If the Democrats wanted to beat Mike Anderson they might run a candidate who was as similar to Anderson as possible. By positioning himself closer to the lame-duck incumbent Republican, Oliver made himself a little more electable. But not, at least in the view of Birnberg and friends, electable enough.
So here’s the play: remove Oliver, not because he praised the candidate whose voters the Democratic Party will need to win, but because the Harris County Democratic Party has given up on electing a Democratic DA, and is afraid that Oliver will drag down the rest of the ticket—Guerrero, Roll, and their ilk.
It might make sense if you assume a) that Oliver can’t beat Anderson; and b) that a contested DA race will attract otherwise apathetic Republican-but-not-straight-ticket voters to the downballot races.

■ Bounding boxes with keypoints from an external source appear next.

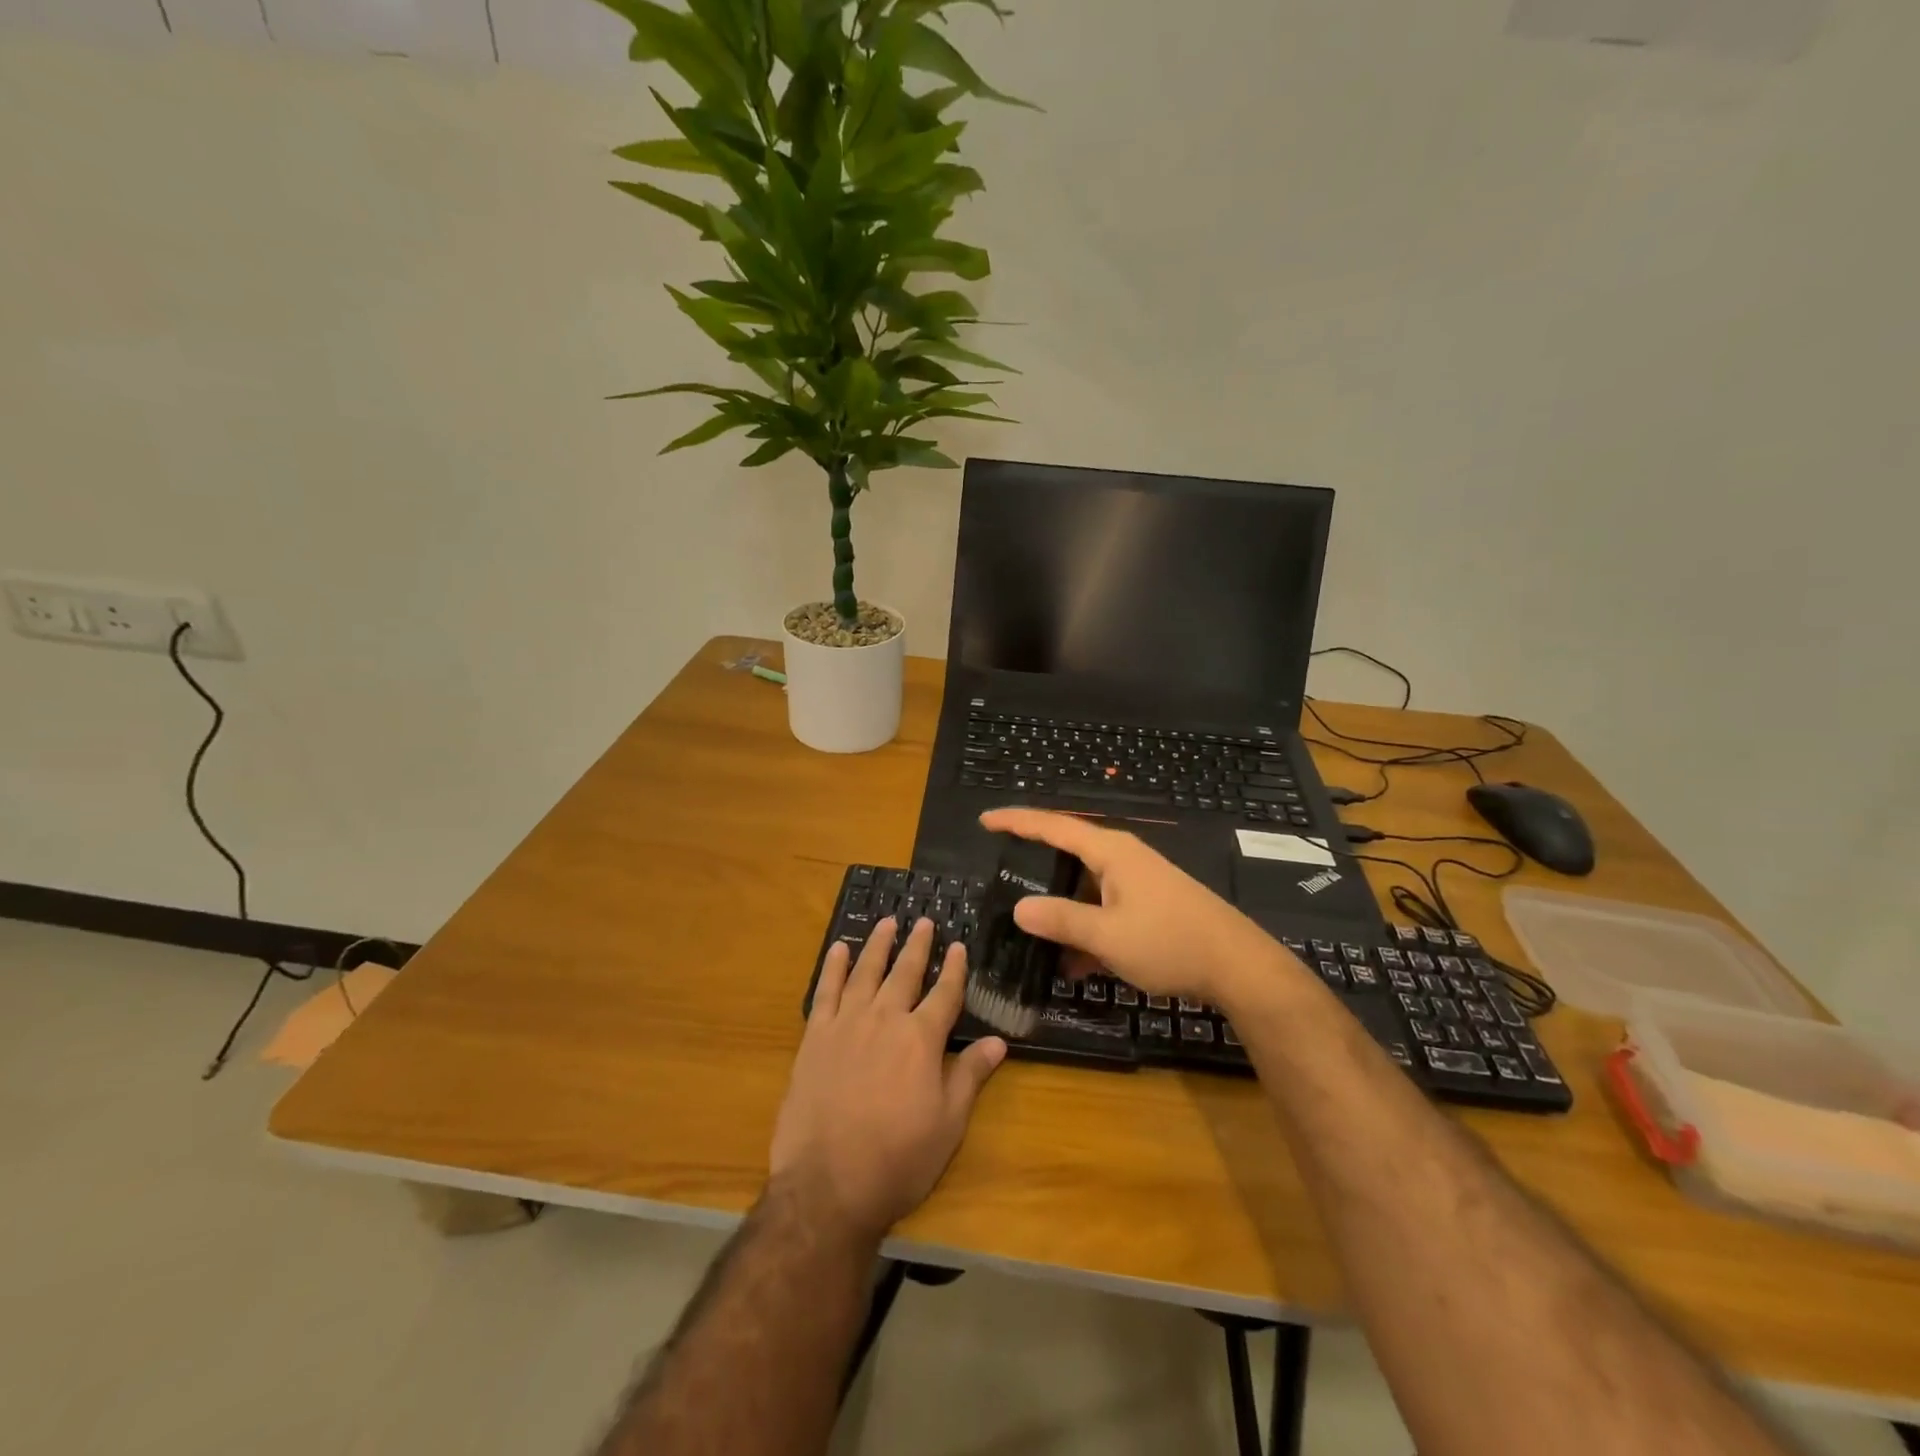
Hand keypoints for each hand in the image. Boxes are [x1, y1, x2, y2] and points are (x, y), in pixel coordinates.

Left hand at [770, 917, 1006, 1243]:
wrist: (828, 1185)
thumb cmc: (898, 1159)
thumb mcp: (948, 1124)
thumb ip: (970, 1075)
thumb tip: (998, 1042)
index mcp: (921, 1039)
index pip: (944, 993)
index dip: (953, 969)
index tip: (958, 945)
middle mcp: (886, 1019)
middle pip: (905, 972)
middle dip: (917, 946)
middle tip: (924, 921)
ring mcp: (847, 1024)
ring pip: (866, 972)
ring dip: (878, 945)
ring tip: (887, 922)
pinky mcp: (816, 1037)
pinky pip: (826, 991)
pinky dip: (834, 967)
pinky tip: (839, 949)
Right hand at [979, 807, 1296, 1007]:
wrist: (1238, 966)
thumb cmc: (1170, 942)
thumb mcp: (1108, 935)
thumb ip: (1061, 920)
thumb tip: (1019, 909)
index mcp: (1110, 852)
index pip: (1054, 826)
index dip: (1017, 821)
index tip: (985, 819)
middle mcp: (1122, 858)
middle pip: (1068, 852)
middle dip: (1035, 864)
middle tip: (1001, 873)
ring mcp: (1138, 881)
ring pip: (1085, 885)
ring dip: (1061, 907)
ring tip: (1030, 928)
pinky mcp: (1149, 904)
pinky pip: (1104, 907)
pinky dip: (1085, 927)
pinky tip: (1071, 963)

The Republican presidential primary in Harris County drew 161,000 votes; the DA primary drew 145,000; the most-attended judicial primary, 121,000, so there might be something to that second assumption.
But “it makes sense” doesn’t justify stymying the democratic process by removing, without any process, the voters’ choice.
This is not an endorsement. I don’t express an opinion on whether Oliver should be DA, or even whether he’s the best candidate for the job. What’s at stake here is not politics, but principle.
The oligarchs of the Harris County Democratic Party acted as though the voters’ opinions mattered. When things didn’t turn out the way they planned, they overruled the voters. Is this a change in policy, or an admission that the primary was a pretense all along? Either way, the corruption revealed this week in the Harris County Democratic Party is Republican-grade and disgusting.
I hope Lloyd sues, and if he sues, I hope he wins. The oligarchs say that they have “an intrinsic right, as a private political association protected by the First Amendment, to choose and select their nominees…[t]he law has been clear for at least a century that the party gets to determine whether it wants to have a nominee and who that nominee ought to be,” even without regard to the will of the voters. That’s cynical, patronizing, and dishonorable.
People have asked me why I’m running for the Court of Criminal Appeals as a Libertarian, rather than a Democrat. Any more questions?